R package that implements conditional transductive inference for lm and glm models. Details of conditional and transductive inference is in this paper. The current implementation uses the influence function from lm()
and glm()
in R and two-fold cross-fitting for conditional standard error estimation.
- The devtools package has to be installed. You can install it using
install.packages("devtools")
. - The latest development version can then be installied using
devtools::install_github("ying531/transinf")
.
Suppose one would like to transfer the linear model Y~X to a new population, and there is a covariate shift on attributes Z, a subset of the original covariates. Let Z.new
store the new attributes, data
be the original dataset containing Y and X (column names for the attributes in Z should be consistent in Z.new
and data
). Then simply run the original linear model with lm()
. The transfer
function in our package takes the lm()
object as input and transfer it to the new population.
lm.mdl = lm(Y~., data = data)
tlm.mdl = transfer(lm.mdl, newdata = Z.new)
By default, the transfer()
function transfers all the coefficients in the lm()
model. The usage is the same for glm()
models. Below is an example for logistic regression.
glm.mdl = lm(Y~., family = 'binomial', data = data)
tglm.mdl = transfer(glm.mdl, newdata = Z.new)

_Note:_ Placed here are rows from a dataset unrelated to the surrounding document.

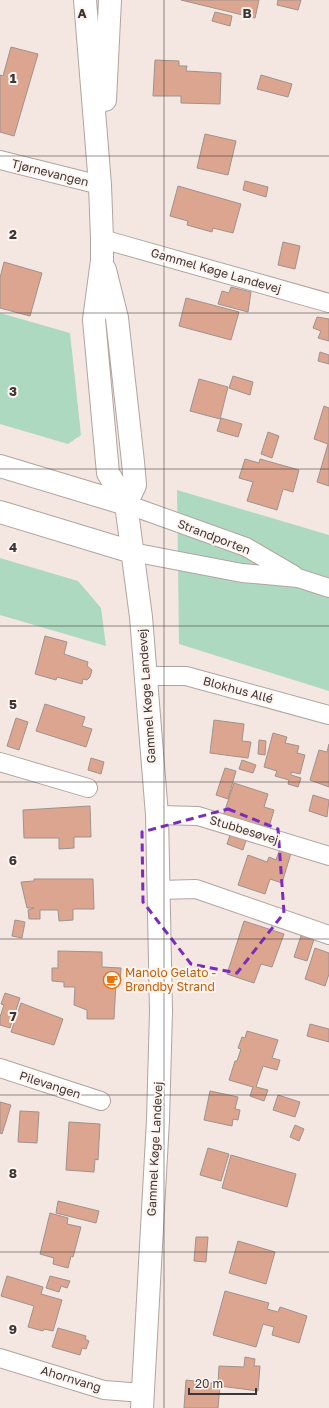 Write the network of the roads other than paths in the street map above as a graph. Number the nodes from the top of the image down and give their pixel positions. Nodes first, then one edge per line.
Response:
1 (85, 0) edge
2 (110, 0) edge
3 (0, 160) edge
4 (100, 185) junction
5 (102, 249) junction
6 (329, 303) edge
7 (0, 466) edge
8 (126, 504) junction
9 (0, 512) edge
10 (132, 552) junction
11 (298, 578) junction
12 (329, 588) edge
13 (146, 676) junction
14 (329, 715) edge
15 (0, 762) edge
16 (88, 788) dead end
17 (157, 815) junction
18 (329, 856) edge
19 (159, 890) junction
20 (329, 935) edge
21 (0, 1068) edge
22 (101, 1101) dead end
23 (0, 1358) edge
24 (143, 1401) edge

1 - 4 main road
2 - 4 main road
3 - 4 street, Tjørnevangen
4 - 5 main road
5 - 6 street, Gammel Køge Landevej
5 - 8 main road
7 - 8 main road
8 - 10 main road, Gammel Køge Landevej
8 - 11 street, Strandporten
9 - 10 main road
10 - 11 street, Strandporten
10 - 13 main road, Gammel Køge Landevej
11 - 12 street, Strandporten
13 - 14 street, Blokhus Allé
13 - 17 main road, Gammel Køge Landevej
15 - 16 street
17 - 18 street, Stubbesøvej
17 - 19 main road, Gammel Køge Landevej
19 - 20 street
19 - 24 main road, Gammel Køge Landevej
21 - 22 street, Pilevangen
23 - 24 street, Ahornvang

For details on the statistical inference procedure and theory, see our paper. For details on the usage, see the Documentation and Examples parts below.
We illustrate the necessity of using our method when there is a covariate shift and covariates from the target distribution are observed. Before talking about conditional inference, we look at the conventional setting where the target is a super-population parameter. We will use the example of ordinary least squares (OLS) under covariate shifts.
In our simulation setting, there is an unknown covariate shift on all the regression variables from the training to the target distribution. The covariate shift gives 'weights' to the training data. We have access to the original dataset of size n=1000
, and the covariates of the new dataset of size m=1000
. From Monte Carlo, the true super-population parameter under the target distribution is 1.0930
.
All the codes are in example.R
, where gen.data()
generates synthetic datasets, weight.simu.oracle(seed)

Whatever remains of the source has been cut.